2. Description of the Prior Art
Computer systems such as super computer, global servers, UNIX office computers, and the like, in general, allows a CPU (central processing unit) board to exchange electric signals with other boards such as controller boards, memory boards, and the like. Signal channels should be established between the CPU board and the other boards when the signal exchange is realized. Separable connectors are usually employed to connect a signal line of a board to a signal line of another board.
Separable connectors in general employ a pin-socket structure. A pin-socket structure usually comprises a conductive pin protruding from a plug component or first connector half, and a conductive socket embedded within a receptacle component or second connector half. When the plug component is coupled with the receptacle component, the conductive pin is received within the conductive socket. The conductive socket holds the conductive pin by its own elasticity. Such elasticity is supposed to keep a reliable electric connection between the conductive pin and socket.
In recent years, the operating speed or frequency of a CPU has increased, so that a higher transmission rate or frequency is also required for signal or data channels. A higher transmission rate inevitably causes noise to cross over the adjacent signal channels. If the transmission rate is further accelerated in signal or data channels, reaching a level over 1 or more GHz, for example, a severe countermeasure is required to prevent noise form crossing over adjacent signal or data channels.
In addition, signal channels should face a demand of a higher density in the future. However, a further reduction in size or dimension is hardly achieved in the aforementioned pin-socket structure. A smaller conductive socket cannot establish an elasticity enough to hold a conductive pin within the conductive socket itself. Less elasticity may induce, for example, a failure in an electric connection between the conductive socket and the conductive pin.
It is accordingly an object of the present invention to provide a connector, for establishing a signal or data channel, capable of meeting the demand of a higher transmission rate and a higher density of signal channels without any difficulty.
According to a first aspect of the present invention, there is provided a connector for a signal channel, comprising: at least a first conductive layer in a first connector half, a plurality of second conductive layers in a second connector half, to be alternated with the first conductive layer when the second connector half is coupled with the first connector half, and a plurality of signal lines arranged between the first and second conductive layers.
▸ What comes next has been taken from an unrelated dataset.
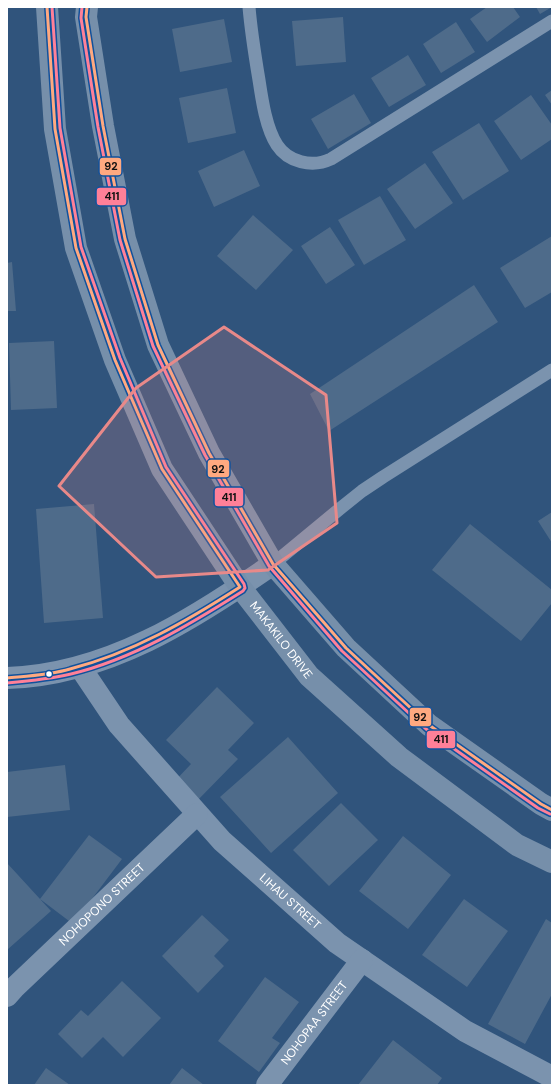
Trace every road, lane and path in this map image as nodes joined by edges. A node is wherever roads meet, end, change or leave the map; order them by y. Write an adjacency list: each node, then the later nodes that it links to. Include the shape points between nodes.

With the above structure, the first and second conductive layers, in combination, serve to establish a so-called strip line. Since the first and second conductive layers are adapted to function as ground or shield plates to absorb noise of the respective signal lines, the signal lines can reliably be shielded from noise caused by signals passing through the adjacent signal lines. Accordingly, it is possible to reduce the space between the adjacent signal lines so as to achieve a higher density of the signal lines. In addition, the alternated first and second conductive layers easily achieve a multilayered structure so as to contribute to an increased number of signal lines.
The connector may further comprise a conductive wire disposed between the adjacent signal lines. The conductive wire serves to, in combination with the first and second conductive layers, surround the signal line so as to provide a structure similar to coaxial cable. Accordingly, the signal lines can be tightly shielded from noise caused by signals passing through the adjacent signal lines.
In place of the conductive wire, a conductive wall may be employed to connect the first and second conductive layers to each other between the adjacent signal lines. The conductive wall likewise serves to, in combination with the first and second conductive layers, completely surround the signal line so as to provide a true coaxial cable. Accordingly, the signal lines can be completely shielded from noise caused by signals passing through the adjacent signal lines.
According to a second aspect of the present invention, there is provided a connector for a signal channel, comprising: at least a first conductive layer in a first connector half; a first flexible insulation layer superposed on a surface of the first conductive layer; first signal lines extending on a surface of the first flexible insulation layer; at least a second conductive layer in a second connector half; a second flexible insulation layer superposed on a surface of the second conductive layer, the second flexible insulation layer being spaced from the first flexible insulation layer between the first and second conductive layers when the first and second connector halves are coupled with each other; and second signal lines extending on a surface of the second insulation layer, the second signal lines being connected to the corresponding first signal lines between the first and second connector halves are coupled with each other.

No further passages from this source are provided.